Spokane International Airport continues to work with carriers to add nonstop flight options. Beginning June 8, United Airlines will offer year-round nonstop flights to San Francisco and Chicago’s O’Hare International Airports, with twice-daily San Francisco and once-daily Chicago service.

For the first time, seasonal nonstop service to San Diego will become available in June, provided by Southwest Airlines. San Diego topped the airport’s list for adding nonstop service, as 126 passengers fly each way daily (using an annualized average).

Spokane International Airport Statistics

Accurate cargo numbers for 2016 are not available due to reporting errors experienced nationwide by FedEx in the second quarter of 2016, which is why the numbers show a decrease. Therefore, the 2.3 percent increase, year-over-year for fourth quarter, is a more meaningful representation of cargo trends at the Spokane airport.

Closing Thoughts

Doug Tweedy: According to the U.S. Census report, the educational level of our labor force in Spokane increased in prime working age groups, which speaks well for the current and future skill level of our workforce.

Steve Scranton: Many in the business community are optimistic since the election because they expect changes from a Republican Congress and administration that will stimulate greater economic growth. I like to remind people that hope or optimism is a great emotion but it’s not a strategy. I suggest tempering our expectations until we see what they can get done. For the Northwest, we need to pay attention to trade and immigration policies. More than 19 percent of our state’s GDP growth is tied to exports. Legal immigration is helping to fill labor shortages in our region and many business leaders are apprehensive about an overreaction against legal immigrants who are needed to fill jobs.

Shaun Higgins: I’m waiting to see details of the Trump administration’s infrastructure plan, in particular, and the outcomes of any renegotiated trade pacts that might impact the agricultural sector, which is already being negatively impacted by a continuing strong dollar.

Grant Forsyth: The new administration is pretty hostile to trade agreements and there is a risk that new trade policies will be harmful to our economy in Spokane and throughout the Northwest.

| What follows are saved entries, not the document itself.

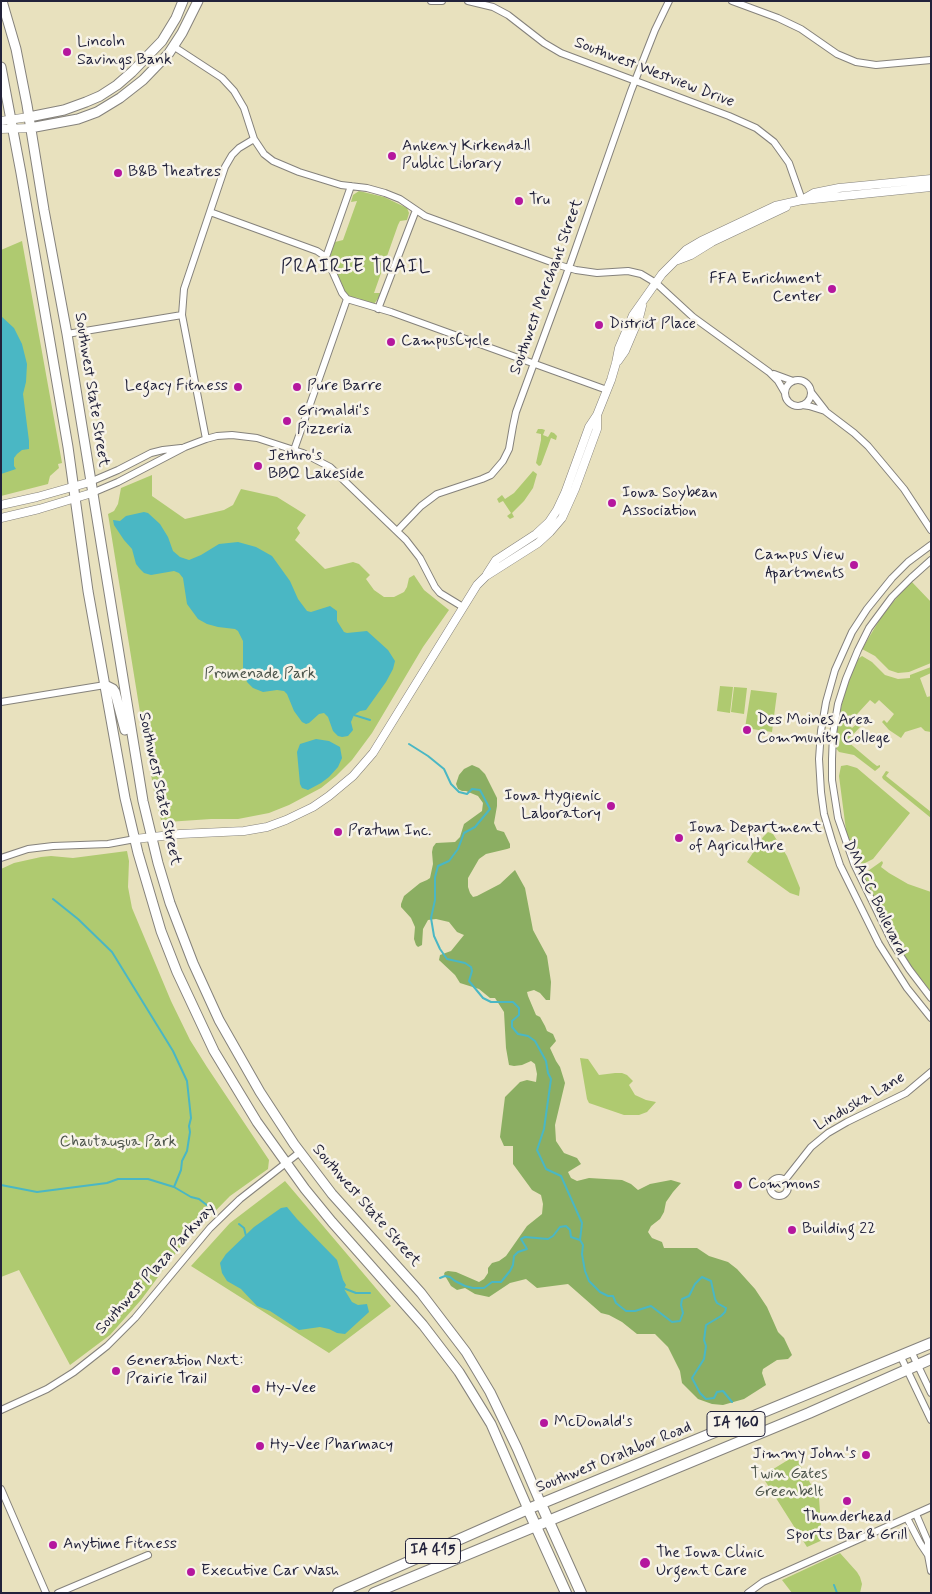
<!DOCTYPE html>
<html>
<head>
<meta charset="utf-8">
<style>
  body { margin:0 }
  #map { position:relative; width:932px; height:1594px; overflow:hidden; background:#e8e1be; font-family:Mynerve,sans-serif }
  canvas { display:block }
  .frame { position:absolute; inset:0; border:2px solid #22223b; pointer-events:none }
</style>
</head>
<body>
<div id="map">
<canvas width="932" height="1594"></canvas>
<div class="frame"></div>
</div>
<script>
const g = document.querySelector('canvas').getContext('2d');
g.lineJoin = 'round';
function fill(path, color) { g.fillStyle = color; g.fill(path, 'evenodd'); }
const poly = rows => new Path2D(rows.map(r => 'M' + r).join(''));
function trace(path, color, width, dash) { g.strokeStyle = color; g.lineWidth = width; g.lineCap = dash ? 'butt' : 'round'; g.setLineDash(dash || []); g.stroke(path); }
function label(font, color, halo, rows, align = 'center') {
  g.font = font + ' Mynerve,sans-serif'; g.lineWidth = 5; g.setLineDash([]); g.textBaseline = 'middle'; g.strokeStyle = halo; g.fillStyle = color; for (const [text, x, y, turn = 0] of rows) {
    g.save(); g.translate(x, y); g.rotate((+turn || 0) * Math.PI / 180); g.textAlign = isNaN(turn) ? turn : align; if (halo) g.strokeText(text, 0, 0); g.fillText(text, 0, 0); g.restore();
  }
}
fill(poly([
  [359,191,384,197,407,208,409,213,407,220,400,221,398,225,374,293,380,293,379,297,374,304,371,304,358,298,350,297,346,294,329,259,335,242,343,240,357,201,351,202,353,195],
  [22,241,62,463,58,464,59,468,50,476,48,484,1,496,1,250],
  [538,429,542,429,545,430,543,435,548,437,551,432,554,433,557,436,556,440,551,438,541,465,539,466,536,463,541,440,541,434,536,433],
  [533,471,537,474,533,488,524,501,512,513,514,517,510,519,507,516,511,513,503,501,499,503,497,499,502,495,505,499,514,493],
  [152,475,152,496,185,519,224,510,233,505,241,489,277,497,306,515,297,528,300,533,295,540,325,569,353,562,359,564,370,575,366,579,374,590,384,597,394,597,404,592,407,587,409,578,414,575,424,590,449,610,423,647,372,733,352,760,336,776,321,788,289,805,269,813,238,819,211,819,167,822,161,820,160,817,155,797,140,712,108,514,114,511,118,504,121,488],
  [911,581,931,602,931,663,909,672,898,673,889,670,875,656,862,649,883,614],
  [862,656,872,662,885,675,898,679,910,678,910,675,931,667,931,673,920,678,927,697,931,696,931,732,925,731,921,727,905,732,901,738,889,730,882,722,884,720,887,723,894,714,879,700,875,704,870,700,848,724,852,728,858,723,860,724,861,726,847,741,873,763,877,766,880,765,880,767,875,771,854,755,839,752,835,747,837,730,843,698,857,659,858,659],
  [720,686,733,687,730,713,717,711],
  [734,687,747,688,744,714,731,712],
  [751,690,777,693,772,732,745,728],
  [847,765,857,768,910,813,873,859,863,864,859,863,856,860,847,838,839,776,841,766],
  [886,771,889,772,886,776,931,812,931,818,883,779,882,777],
  [768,832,773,834,787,856,800,888,799,896,790,893,747,862,763,837],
  [127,851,129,861,128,887,132,908,171,1001,190,1040,207,1067,269,1160,268,1169,230,1196,181,1246,141,1300,110,1335,70,1365,19,1270,1,1277,1,869,14,863,41,857,51,856,73,858],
  [882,861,883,863,881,867,889,873,908,884,931,892,931,992,909,963,892,935,865,880,864,875,865,873],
  [580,1058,588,1059,599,1075,615,1073,622,1073,627,1075,633,1081,629,1085,635,1095,646,1100,656,1102,647,1112,639,1115,624,1115,589,1103,587,1099],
  [285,1181,391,1306,329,1353,191,1266,230,1223],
  [796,1455,802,1469,819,1498,821,1526,827,1538,807,1547,762,1476],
  [840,1553,857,1572,860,1577,862,1584,860,1593,792,1593,782,1580]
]), '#afca70');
fill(poly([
  [472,765,479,768,485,774,497,798,497,806,494,823,497,830,504,832,510,844,510,848,507,849,486,854,479,859,468,878,468,887,470,893,473,897,477,896,500,884,515,870,525,888,533,930,547,956,551,982,550,1000,546,1000,540,993,534,990,527,992,528,996,536,1015,540,1017,545,1026,547,1031,553,1034,556,1041,550,1048,556,1061,560,1067,565,1083,555,1125,556,1141,564,1153,577,1158,581,1164,568,1172,571,1178,577,1181,589,1178,622,1180,631,1184,638,1190,650,1184,671,1180,681,1183,673,1192,666,1202,664,1212,660,1219,651,1226,648,1232,652,1238,662,1242,664,1248,697,1248,709,1256,728,1262,737,1269,755,1289,767,1307,778,1332,784,1338,792,1355,788,1359,777,1360,763,1369,762,1373,766,1385,744,1399,723,1405,712,1404,698,1399,682,1383,680,1371,668,1347,655,1334,637,1334,622,1322,609,1315,601,1313,568,1284,537,1288,526,1279,510,1283,489,1297,475,1294,465,1288,457,1290,451,1286,444,1274,445,1272,448,1271,456,1272,479,1282,484,1279,488,1273,488,1268,492,1263,499,1261,506,1256,527,1226,542,1214,543,1204,541,1195,532,1190,513,1164,513,1146,504,1146,500,1137,505,1097,520,1082,527,1080,536,1082,537,1074,535,1064,531,1061,522,1065,514,1066,509,1065,506,1048,504,1012,495,998,490,998,479,989,460,983,455,975,439,960,440,955,451,951,464,935,457,932,449,922,436,919,428,920,423,929,422,945,418,947,416,945,414,939,415,927,411,918,401,907,401,904,404,896,420,883,427,880,430,878,433,864,432,852,433,847,436,843,455,842,460,837,464,824,482,811,483,803,478,796,466,791,462,791,458,789,456,784,459,775,464,769]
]), '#8bae62');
fill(poly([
  [1,316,14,328,22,344,27,364,26,382,23,394,29,441,29,449,22,450,17,454,14,458,14,466,16,469,1,474],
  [144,512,148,513,160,524,168,537,173,551,180,557,189,560,201,555,219,544,238,542,256,547,272,556,290,581,298,599,307,611,311,612,330,606,337,611,337,621,344,632,347,633,367,631,388,650,395,661,393,669,386,682,366,710,360,711,354,715,351,722,353,730,348,736,342,737,338,736,333,731,328,717,324,713,319,714,309,723,306,724,302,722,294,711,287,694,284,691,277,690,263,692,253,688,247,682,243,670,243,641,238,631,235,629,218,627,207,624,198,619,187,604,183,578,179,573,174,571,151,575,144,573,140,569,136,564,132,549,124,540,114,525,113,520,120,521,126,516],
  [316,739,329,741,340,747,342,758,338,767,329,777,321,783,308,790,302,788,300,784,297,752,300,744],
  [287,1207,297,1219,337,1260,343,1280,346,1285,344,1289,352,1302,358,1305,367,1304,369,1312,345,1334,337,1333,329,1329,320,1327,299,1330,270,1311,257,1306,241,1289,227,1281,222,1273,220,1263,226,1254,254,1227,281,1208]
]), '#4ab7c4');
trace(poly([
  [354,715,370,720],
  [409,744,428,756,444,769,451,784,459,792,467,794,472,789,480,790,490,809,475,827,464,833,458,849,449,861,438,866,435,877,435,900,431,918,434,936,440,949,447,959,465,963,471,967,472,971,469,981,483,998,491,1002,513,1002,519,1008,519,1015,512,1021,512,1027,518,1034,528,1036,535,1041,546,1061,548,1073,551,1079,544,1129,537,1150,546,1169,561,1176,582,1223,580,1240,583,1245,582,1254,585,1271,589,1281,600,1292,608,1296,613,1296,616,1303,626,1311,635,1311,651,1306,672,1322,680,1321,683,1313,681,1305,682,1299,689,1296,695,1284,702,1277,711,1281,715,1299,717,1303,726,1308,725,1312,721,1316,706,1325,704,1340,706,1346,704,1359,692,1378,700,1393,706,1399,714,1398,717,1392,723,1391,732,1402],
  [53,899,78,919,112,952,173,1051,187,1081,191,1118,189,1126,190,1132,187,1151,182,1161,181,1170,174,1187],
  [1,1185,37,1192,107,1183,118,1179,148,1179,174,1187,191,1197,199,1199,208,1206],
  [239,1224,244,1228,246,1236],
  [440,1278,445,1276,450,1277,455,1281,465,1286,473,1288,484,1288,492,1282,501,1282,510,1271,513,1265,514,1256,518,1252,527,1249,521,1239,525,1237,548,1239,553,1236,560,1227,566,1226,570,1230,571,1237,580,1240],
  [343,1288,356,1293,370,1293],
  [834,1585,837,1593]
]), '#4ab7c4', 2);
const minor = poly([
  [431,1,442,1],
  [468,1,493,7,508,15,544,43,561,53,729,116,756,128,774,142,789,163,802,200],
  [732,1,778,18,801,29,837,54,856,62,876,65,931,60],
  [173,46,222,78,234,91,244,108,254,139,264,154,273,161,299,172,341,185,367,188,385,193,400,199,425,216,562,266,576,270,597,273,628,271,641,274,656,283,693,317,769,372,778,381,785,393],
  [210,212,317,251,326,257,342,293,347,299,391,312,607,390],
  [326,257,351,186],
  [378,309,416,210],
  [67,334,182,315],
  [774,374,793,381],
  '785 393a13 13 0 1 1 26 0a13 13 0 1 1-26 0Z',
  [811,392,825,410],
  [802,405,809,406,825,411,854,433,868,446,904,489,931,530],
  [206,439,182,315,184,289,225,167,232,155,239,148,254,139],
  [294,450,347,299],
  [90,482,118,470,151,453,163,450,181,448],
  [92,493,118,482,185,447,206,439,217,436,232,435,257,438,303,453,330,467,406,540,420,558,435,587,440,593,463,607],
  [397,531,421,506,437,494,482,479,491,475,503,461,509,449,513,426,516,412,565,279,631,91,655,30,669,1],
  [931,545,908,562,892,578,867,609,852,632,835,670,826,702,821,731,819,759,821,792,824,814,832,841,840,865,879,944,907,988,931,1018],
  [931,560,911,578,892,597,869,628,858,650,846,679,838,704,833,734,832,759,832,780,838,818,854,864,893,944,909,969,931,998],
  [1,702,105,685],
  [1,858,28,849,53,846,108,844,135,839],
  '770 1187a9 9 0 1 1 18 0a9 9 0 1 1-18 0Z',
  [785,1180,811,1147,828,1133,847,1122,906,1093,931,1072],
  [911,1351,931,1393],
  [900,1355,931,1420],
  [1,1410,47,1389,74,1372,107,1346,135,1318,210,1228,240,1199,300,1152],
  [1,1489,46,1593],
  [916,1514,928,1542,928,1555,931,1571],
  [907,1518,920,1543,928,1555],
  [58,1593,148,1555],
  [748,1593,763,1582,931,1507]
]);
const tertiary = poly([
  [1,121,29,117],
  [1,129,30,128],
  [804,200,931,187],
  [678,260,691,255,712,242,786,207],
  [618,361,625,351,639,318,642,306],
  [1,505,37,497,90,482],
  [1,518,39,509,92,493],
  [487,574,496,560,536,534,549,522,557,510,565,493,589,427,597,415,611,380,616,363,619,348,633,315,662,274,686,250,703,240,775,206,802,200,814,193,839,188,931,179],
  [135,839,180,834,244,831,267,827,286,820,313,807,329,796,353,776,373,753,477,585,486,576,538,543,550,532,562,518,575,489,597,429,597,415]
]);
const secondary = poly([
  [2,1,16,49,27,105,44,210,67,334,143,801,158,863,170,903,193,963,219,1020,260,1092,294,1144,332,1194,421,1293,466,1352,490,1392,517,1448,541,1504],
  [1,67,21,173,68,447,88,591,125,798,138,853,161,931,177,972,214,1051,257,1122,305,1189,332,1222,423,1325,459,1372,491,1424,528,1509],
  [29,117,64,110,86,102,100,96,117,85,132,72,162,41,176,18,183,1],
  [30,128,78,119,97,112,120,98,143,80,169,53,182,33,198,1],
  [105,685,113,689,115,692,125,730]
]);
const primary = poly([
  [541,1504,581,1593],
  [528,1509,566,1593],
  [338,1593,528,1509,931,1343],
  [374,1593,809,1413,931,1359]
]);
trace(minor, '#85827c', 8);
trace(tertiary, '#85827c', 9);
trace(secondary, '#85827c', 11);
trace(primary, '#85827c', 12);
trace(minor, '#fff', 6);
trace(tertiary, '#fff', 8);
trace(secondary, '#fff', 9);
trace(primary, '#fff', 10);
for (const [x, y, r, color] of [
  [67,52,5,"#b5179e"],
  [392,156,5,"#b5179e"],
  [118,173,5,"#b5179e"],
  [519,201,5,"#b5179e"],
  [832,289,5,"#b5179e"],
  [599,325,5,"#b5179e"],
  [391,342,5,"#b5179e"],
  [238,387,5,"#b5179e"],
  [297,387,5,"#b5179e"],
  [287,421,5,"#b5179e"],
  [258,466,5,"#b5179e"],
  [612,503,5,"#b5179e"],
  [854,565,5,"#b5179e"],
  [747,730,5,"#b5179e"],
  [611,806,5,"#b5179e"],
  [338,832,5,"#b5179e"],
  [679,838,5,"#b5179e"],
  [738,1185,5,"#b5179e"],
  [792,1230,5,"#b5179e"],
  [116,1371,5,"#b5179e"],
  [256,1389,5,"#b5179e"],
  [544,1423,5,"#b5179e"],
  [260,1446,5,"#b5179e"],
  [866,1455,5,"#b5179e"],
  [847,1501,5,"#b5179e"],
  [53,1545,5,"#b5179e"],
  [645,1563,6,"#b5179e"],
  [191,1572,5,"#b5179e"]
]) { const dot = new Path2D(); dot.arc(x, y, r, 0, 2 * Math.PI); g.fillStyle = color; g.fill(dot); trace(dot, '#f7f3e8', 2); }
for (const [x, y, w] of [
  [736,1424,58],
  [433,1551,55]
]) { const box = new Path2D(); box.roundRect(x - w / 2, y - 12.5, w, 25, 4); g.fillStyle = '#f7f3e8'; g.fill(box); trace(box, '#22223b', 1); }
label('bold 15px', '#22223b', null, [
  ["IA 160",736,1424],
  ["IA 415",433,1551]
]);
label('16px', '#22223b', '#f7f3e8', [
  ["Lincoln",77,43],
  ["Savings Bank",77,61],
  ["Ankeny Kirkendall",402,147],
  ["Public Library",402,165],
  ["B&B Theatres",128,173],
  ["Tru",529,201],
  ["FFA Enrichment",822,280,"right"],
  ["Center",822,298,"right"],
  ["District Place",609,325],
  ["CampusCycle",401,342],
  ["Legacy Fitness",228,387,"right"],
  ["Pure Barre",307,387],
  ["Grimaldi's",297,412],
  ["Pizzeria",297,430],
  ["Jethro's",268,457],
  ["BBQ Lakeside",268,475],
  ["Iowa Soybean",622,494],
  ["Association",622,512],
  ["Campus View",844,556,"right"],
  ["Apartments",844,574,"right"],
  ["Des Moines Area",757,721],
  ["Community College",757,739],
  ["Iowa Hygienic",601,797,"right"],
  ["Laboratory",601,815,"right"],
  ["Iowa Department",689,829],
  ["of Agriculture",689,847],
  ["Pratum Inc.",348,832],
  ["Commons",748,1185],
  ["Building 22",802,1230],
  ["Generation Next:",126,1362],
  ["Prairie Trail",126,1380],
  ["Hy-Vee",266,1389],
  ["McDonald's",554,1423],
  ["Hy-Vee Pharmacy",270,1446],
  ["Jimmy John's",856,1455,"right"],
  ["Thunderhead",847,1518,"center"],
  ["Sports Bar & Grill",847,1536,"center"],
  ["Anytime Fitness",63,1545],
  ["The Iowa Clinic",656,1554],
  ["Urgent Care",656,1572],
  ["Executive Car Wash",201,1572]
], 'left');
label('16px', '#22223b', '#f7f3e8', [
  ["Southwest Westview Drive",654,73,21],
  ["Southwest Merchant Street",547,287,-70],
  ["Southwest State Street",91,390,81],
  ["Southwest State Street",159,789,78],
  ["DMACC Boulevard",874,898,64],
  ["Linduska Lane",860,1102,-30],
  ["Southwest State Street",366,1206,49],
  ["Southwest Plaza Parkway",156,1269,-48],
  ["Southwest Oralabor Road",614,1458,-22]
]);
label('16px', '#4c544b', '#f7f3e8', [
  ["Promenade Park",260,675],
  ["Chautauqua Park",118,1143],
  ["Twin Gates",789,1475],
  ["Greenbelt",789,1493]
]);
g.letterSpacing = '1px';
label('19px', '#22223b', '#f7f3e8', [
  ["PRAIRIE TRAIL",356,268]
]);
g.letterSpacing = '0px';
</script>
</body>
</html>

Another area to watch is the potential for large changes to business and corporate taxation. As with all changes, there will be winners and losers, so businesses should be examining any proposed changes carefully. For example, the current blueprint on Speaker Paul Ryan’s website, titled “A Better Way.” Finally, it will be interesting to see if Attorney General Jeff Sessions goes with his opposition to legal marijuana or his preference for states’ rights in deciding whether to reverse current federal policy on marijuana enforcement. It will be a big shock to the cannabis industry in our state if he changes the federal policy.